Costco is incredible. We have a Costco membership and I have been told this is what makes you a “real” adult. We do our groceries at three stores: Safeway, Trader Joes and Costco (but mostly Costco). Our Costco shopping list is generated for a two person household and lasts us about a month. We also purchase cat food and dog food here.
Before I show you our list we have put into practice a few tricks to use all of the groceries we have, not go out and spend as little time in the store as possible.
Costco Shopping List and the Emergency Meal
Our FI fridge stays full of real food. We are firm believers in food for nourishment and try to stay away from as much packaged/processed foods. The one exception to this is our “Emergency Meal” that we keep in the freezer for that one late night or crazy week.
The “Emergency Meal” takes away any excuse to go out or pick up some kind of fast food. Even though it is typically processed, it is still better than McDonalds. This meal is typically a bag of orange chicken that we can then throw some rice in the Instant Pot and have dinner in 26 minutes. Another go to for the Emergency Meal is the bean and cheese organic Amy’s burritos. These in the oven or microwave with some salsa and dinner is ready in about 8 minutes.
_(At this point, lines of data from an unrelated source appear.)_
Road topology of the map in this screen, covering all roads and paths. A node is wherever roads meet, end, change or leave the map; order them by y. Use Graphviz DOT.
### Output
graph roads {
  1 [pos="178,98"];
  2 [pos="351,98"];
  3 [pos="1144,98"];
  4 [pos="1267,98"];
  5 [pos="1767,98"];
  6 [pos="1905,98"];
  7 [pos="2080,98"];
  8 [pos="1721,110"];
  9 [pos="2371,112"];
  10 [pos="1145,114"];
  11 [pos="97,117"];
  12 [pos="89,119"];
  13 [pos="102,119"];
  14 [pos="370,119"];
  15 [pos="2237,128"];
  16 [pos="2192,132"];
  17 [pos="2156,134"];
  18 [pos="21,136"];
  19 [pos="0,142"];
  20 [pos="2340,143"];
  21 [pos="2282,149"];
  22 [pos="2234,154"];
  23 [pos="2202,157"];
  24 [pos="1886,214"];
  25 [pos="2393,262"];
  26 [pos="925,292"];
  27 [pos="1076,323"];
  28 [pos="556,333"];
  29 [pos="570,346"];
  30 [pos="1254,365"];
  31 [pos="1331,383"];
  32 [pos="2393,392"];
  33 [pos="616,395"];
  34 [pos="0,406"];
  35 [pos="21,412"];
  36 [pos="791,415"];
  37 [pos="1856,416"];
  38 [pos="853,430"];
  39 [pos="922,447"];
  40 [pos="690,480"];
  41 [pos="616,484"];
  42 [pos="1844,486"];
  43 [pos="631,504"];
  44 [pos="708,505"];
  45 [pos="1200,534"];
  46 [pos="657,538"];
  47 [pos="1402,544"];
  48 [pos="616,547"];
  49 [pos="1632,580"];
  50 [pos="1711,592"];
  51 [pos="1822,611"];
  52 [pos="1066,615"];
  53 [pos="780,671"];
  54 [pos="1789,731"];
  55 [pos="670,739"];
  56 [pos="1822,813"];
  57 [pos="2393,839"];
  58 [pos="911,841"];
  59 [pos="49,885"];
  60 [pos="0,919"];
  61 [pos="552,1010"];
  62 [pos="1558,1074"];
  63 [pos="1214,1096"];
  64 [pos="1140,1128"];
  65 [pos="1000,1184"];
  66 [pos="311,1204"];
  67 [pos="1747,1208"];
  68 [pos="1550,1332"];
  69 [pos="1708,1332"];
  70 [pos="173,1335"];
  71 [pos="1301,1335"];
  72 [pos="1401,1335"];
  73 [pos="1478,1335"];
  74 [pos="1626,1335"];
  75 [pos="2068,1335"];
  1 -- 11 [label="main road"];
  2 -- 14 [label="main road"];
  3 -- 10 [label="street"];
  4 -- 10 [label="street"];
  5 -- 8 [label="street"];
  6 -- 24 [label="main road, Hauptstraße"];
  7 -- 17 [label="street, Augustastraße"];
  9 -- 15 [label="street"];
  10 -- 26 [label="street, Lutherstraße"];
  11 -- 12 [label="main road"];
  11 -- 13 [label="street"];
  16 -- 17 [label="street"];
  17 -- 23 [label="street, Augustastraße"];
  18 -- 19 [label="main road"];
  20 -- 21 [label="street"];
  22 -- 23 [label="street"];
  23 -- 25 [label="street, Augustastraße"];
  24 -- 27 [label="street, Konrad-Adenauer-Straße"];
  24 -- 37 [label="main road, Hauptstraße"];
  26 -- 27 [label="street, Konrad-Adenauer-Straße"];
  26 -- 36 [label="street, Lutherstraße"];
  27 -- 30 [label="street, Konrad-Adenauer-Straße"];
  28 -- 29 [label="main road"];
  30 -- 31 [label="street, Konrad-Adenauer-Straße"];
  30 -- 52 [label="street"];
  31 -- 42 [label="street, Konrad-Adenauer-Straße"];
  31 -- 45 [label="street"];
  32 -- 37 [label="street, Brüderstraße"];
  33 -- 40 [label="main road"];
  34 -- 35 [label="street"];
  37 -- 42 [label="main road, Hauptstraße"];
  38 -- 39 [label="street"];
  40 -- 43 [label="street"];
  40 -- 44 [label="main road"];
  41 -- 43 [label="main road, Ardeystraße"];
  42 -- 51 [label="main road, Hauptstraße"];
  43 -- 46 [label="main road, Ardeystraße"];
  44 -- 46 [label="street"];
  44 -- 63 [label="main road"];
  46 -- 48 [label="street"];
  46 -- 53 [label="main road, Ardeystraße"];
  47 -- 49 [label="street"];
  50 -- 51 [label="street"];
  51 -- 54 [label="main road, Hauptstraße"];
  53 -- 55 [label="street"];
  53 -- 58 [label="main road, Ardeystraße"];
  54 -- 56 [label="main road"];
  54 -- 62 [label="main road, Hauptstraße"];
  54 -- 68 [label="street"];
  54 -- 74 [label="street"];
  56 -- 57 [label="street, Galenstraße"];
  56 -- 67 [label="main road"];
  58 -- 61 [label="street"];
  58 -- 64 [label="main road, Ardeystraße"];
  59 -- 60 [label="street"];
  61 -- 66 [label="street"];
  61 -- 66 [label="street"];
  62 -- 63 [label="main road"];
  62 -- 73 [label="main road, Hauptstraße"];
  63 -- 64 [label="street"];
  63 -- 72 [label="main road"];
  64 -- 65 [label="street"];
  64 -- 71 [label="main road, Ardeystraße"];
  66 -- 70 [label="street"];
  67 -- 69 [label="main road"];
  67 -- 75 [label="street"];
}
If you know that Thursday nights are crazy and your dance class doesn’t get out till 8:30, then have an emergency meal in the freezer for those evenings. Keep it easy on yourself and do not judge yourself for opening a package 4 times a month.
Bottom line: Most food we buy is real and healthy. Keep the emergency meal to save money and avoid the trap of going out when you do not want to cook or are utterly exhausted.
Allergies and Dietary Restrictions and Cost:
I am dairy free (most of the time) and HisFI is not so we have both items on our lists. I was previously a vegetarian for 2 years, and no matter your diet choices, you can eat real food and not break the bank.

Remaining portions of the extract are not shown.